I started blogging to be completely honest about myself and accept myself so here goes:
Sexual hang ups are not new issues for me. There are a number of events and occurrences I can point to illustrate why.
Deep down, the ideal for me growing up was to be completely disinterested in and unaffected by sex. I had internalised the idea that sex was something for deviants, the unholy, the wayward. I felt it was something for me to rise above and something I always failed at.
I was raised to be Christian and when I lived with my grand mother in the Caribbean, the influence of religion (Seventh Day Adventist) was much greater. I was taught that sex involved an exchange of power that would leave me a lesser person. I was taught that virginity was sacred and that thinking about sex was a sin. I saw that girls only had to be perceived as easy (usually through arbitrary things such as the circumstance of their hips or their cup size) to be derided as whores or ‘force-ripe’. I saw this and I covered up my body in baggy clothes, hating it for having the temerity to accept the changes of puberty. When I had my period, something my mother had made seem was a thing to be celebrated before she died, my dad firmly told me that this now meant I could get pregnant and I would need to be wary of boys.
Pregnancy hovered over my head like a curse. I was more afraid of that than any STD. Surely my parents would kick me out of the house if I became pregnant. I witnessed girls in my school being denied the opportunity to graduate because they had become pregnant, I saw how my father pointed out the ‘loose’ girls who had become pregnant (typically by men much older than them).
To withhold sex was to resist a siege upon my body. Former primary school teachers came on to me, bus conductors, married men , boys my own age tried it to. I thought the problem was my body and I started to see men as potential ruiner of my life. You see I never accepted myself as one of those classical beauties that are courted and showered with romance. With my dark skin and awkward demeanor I knew the men looking at me were only looking for a vessel for their desires and I would be discarded post-haste.

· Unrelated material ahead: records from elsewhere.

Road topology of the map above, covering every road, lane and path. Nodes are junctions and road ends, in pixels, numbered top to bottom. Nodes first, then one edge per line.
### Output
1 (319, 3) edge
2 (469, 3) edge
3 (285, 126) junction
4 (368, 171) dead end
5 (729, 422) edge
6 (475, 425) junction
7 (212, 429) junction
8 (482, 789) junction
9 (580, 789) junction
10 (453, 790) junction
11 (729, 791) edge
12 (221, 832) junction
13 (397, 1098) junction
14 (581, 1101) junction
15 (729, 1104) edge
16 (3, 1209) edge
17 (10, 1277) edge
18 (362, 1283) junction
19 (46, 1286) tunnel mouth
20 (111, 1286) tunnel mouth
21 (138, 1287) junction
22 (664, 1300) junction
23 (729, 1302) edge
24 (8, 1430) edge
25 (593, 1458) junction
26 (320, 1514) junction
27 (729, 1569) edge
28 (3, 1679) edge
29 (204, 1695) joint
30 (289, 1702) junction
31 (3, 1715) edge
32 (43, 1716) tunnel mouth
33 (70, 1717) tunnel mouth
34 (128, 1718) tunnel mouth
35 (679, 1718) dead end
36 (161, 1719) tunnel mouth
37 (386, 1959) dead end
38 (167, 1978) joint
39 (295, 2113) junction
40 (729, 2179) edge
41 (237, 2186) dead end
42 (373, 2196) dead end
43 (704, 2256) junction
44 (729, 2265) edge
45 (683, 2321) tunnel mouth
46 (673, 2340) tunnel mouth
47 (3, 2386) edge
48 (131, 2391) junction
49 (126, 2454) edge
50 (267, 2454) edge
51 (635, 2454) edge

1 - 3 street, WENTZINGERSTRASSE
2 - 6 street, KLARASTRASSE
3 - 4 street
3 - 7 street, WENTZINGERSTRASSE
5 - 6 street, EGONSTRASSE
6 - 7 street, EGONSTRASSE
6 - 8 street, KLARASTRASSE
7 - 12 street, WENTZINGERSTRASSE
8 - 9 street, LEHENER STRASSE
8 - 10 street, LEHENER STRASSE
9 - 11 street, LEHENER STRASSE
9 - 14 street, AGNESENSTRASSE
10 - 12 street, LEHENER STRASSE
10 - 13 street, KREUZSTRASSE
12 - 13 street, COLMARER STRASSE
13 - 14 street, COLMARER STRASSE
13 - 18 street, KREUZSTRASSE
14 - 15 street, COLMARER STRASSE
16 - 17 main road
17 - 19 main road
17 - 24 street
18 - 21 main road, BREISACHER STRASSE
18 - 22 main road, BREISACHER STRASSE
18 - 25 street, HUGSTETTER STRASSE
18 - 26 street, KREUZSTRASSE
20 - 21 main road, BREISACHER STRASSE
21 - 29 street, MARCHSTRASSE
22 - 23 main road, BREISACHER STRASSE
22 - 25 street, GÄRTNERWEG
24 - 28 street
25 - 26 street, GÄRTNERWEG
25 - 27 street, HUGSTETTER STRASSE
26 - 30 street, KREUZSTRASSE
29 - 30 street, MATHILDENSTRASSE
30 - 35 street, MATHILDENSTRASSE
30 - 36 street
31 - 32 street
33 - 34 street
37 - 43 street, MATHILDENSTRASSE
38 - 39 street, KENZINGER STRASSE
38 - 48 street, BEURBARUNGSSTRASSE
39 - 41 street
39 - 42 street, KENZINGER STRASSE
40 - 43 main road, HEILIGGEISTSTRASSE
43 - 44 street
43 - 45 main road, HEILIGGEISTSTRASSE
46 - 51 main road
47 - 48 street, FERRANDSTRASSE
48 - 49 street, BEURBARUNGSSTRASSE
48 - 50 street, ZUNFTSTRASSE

I was told to wait until marriage to have sex. When the urges started and that idea proved unrealistic, I moved the goal post to waiting until I fell in love. I didn’t have sex until I was 18 and I convinced myself I was in love when I most definitely wasn’t. I don’t use the expression ‘lose virginity’ because it implies that women/girls lose a part of themselves when they have sex, that you will be irrevocably changed by the act and that you are somehow lesser than. The truth of the matter is that when I did start to have sex it was a huge let down. I felt taken advantage of just as I had always feared, and it was something that stayed with me throughout the years. I had become what I had hated: uncontrollable, naive, stupid and soiled. I hated myself so much for that choice.
The realisation that I was actually attracted to boys back in high school was devastating. Even more devastating was the realisation later in life that I also liked girls. Sexuality has been something I have always wanted to cut away from myself, to deny, to hide away so people could not see the cracks in me.

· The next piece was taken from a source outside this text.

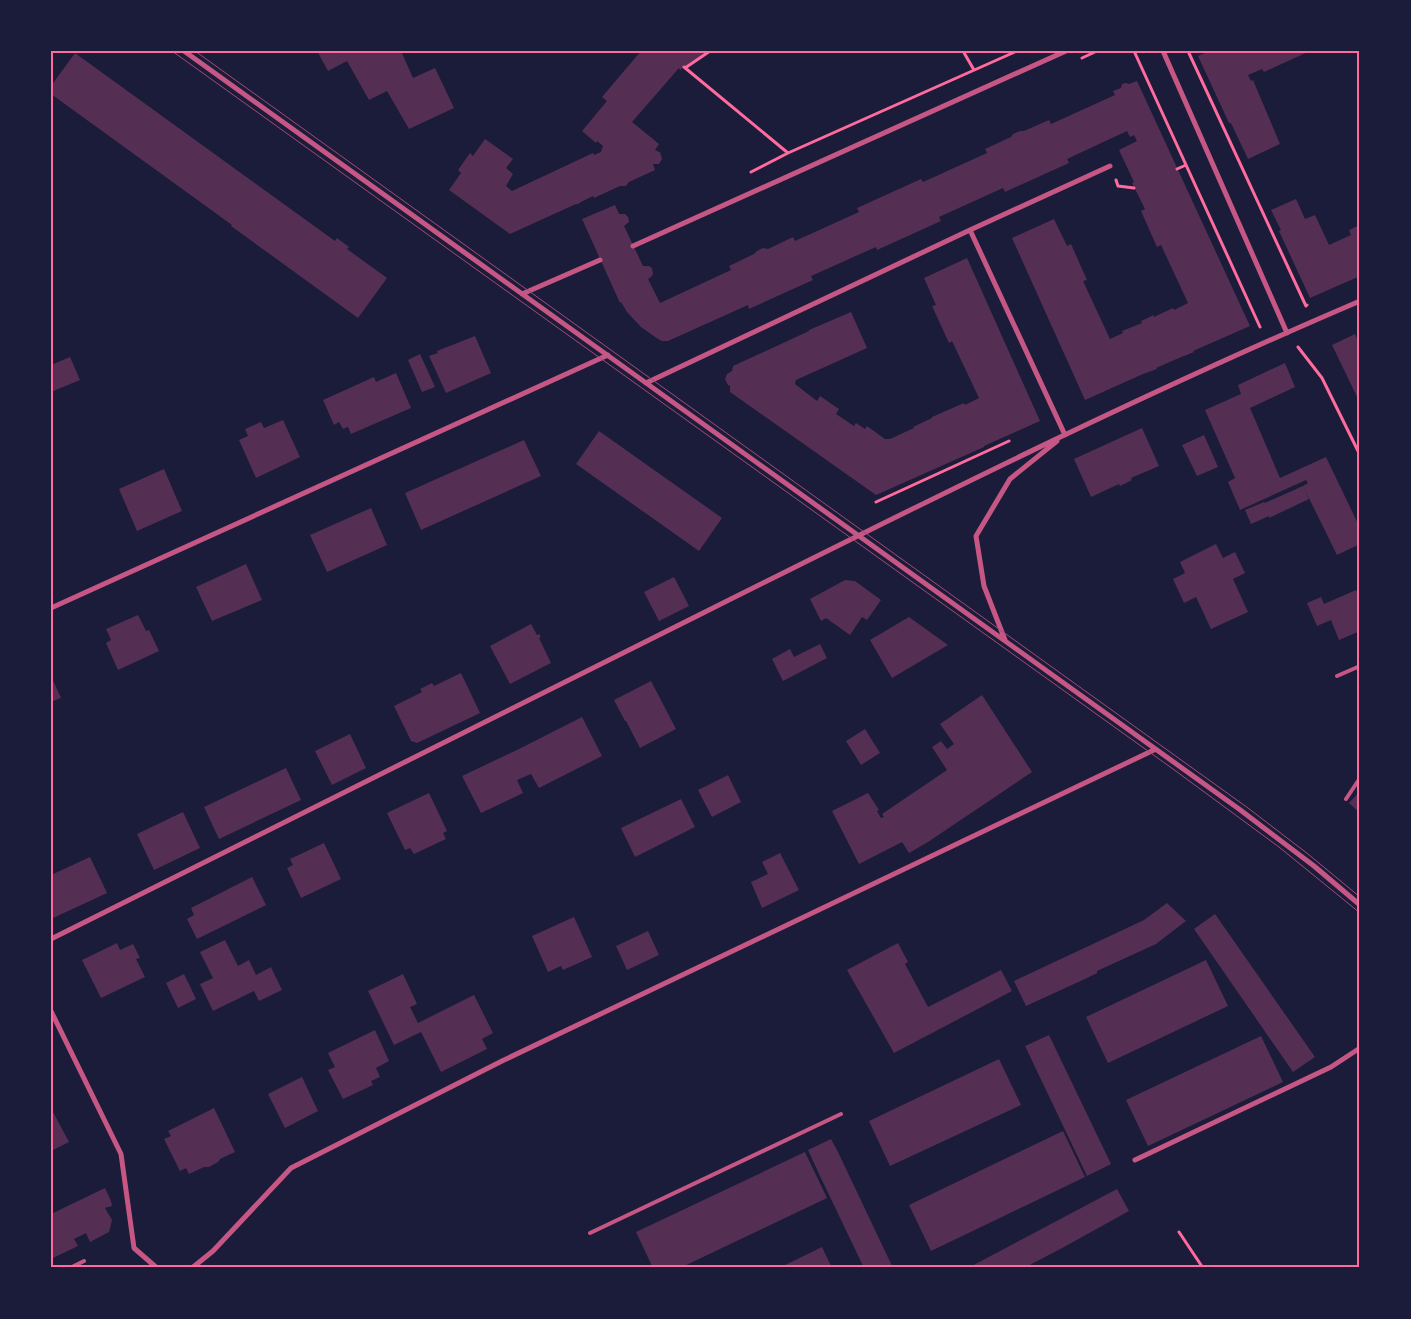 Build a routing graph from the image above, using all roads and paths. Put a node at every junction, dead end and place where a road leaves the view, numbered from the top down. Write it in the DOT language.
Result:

The truth is, I am very interested in sex. I am often fascinated and simultaneously repulsed by it. Separating the shame from the pleasure is something I’ve been trying very hard to do. I enjoy sex with men and women and I’ve realised my sexual tastes can fall outside of what some may term as ‘vanilla’. Sometimes its hard to tell whether a genuinely dislike something or if I am again trying to cover up some shamed part of myself. Accepting my sexual orientation is also something I am having to work on as every now and again I still work under the illusion of being straight. Coming ‘out’ is inconceivable to me right now, but I feel some sort of responsibility to others who are like me and feel unable to be themselves.
I’ve often felt jealous of those who appear self-possessed, confident and know what it is they want and how to go about it. Sometimes I do feel like that, but I wish it was permanent. I’m not quite sure how to reconcile my upbringing to my current reality, maybe there is no need for such things. I know its going to take a lot of work to truly be free and to trust. I deride myself for being a ‘prude’ and a ‘freak’ in equal measures, but neither of these labels apply. I’m just me. And its time to embrace that.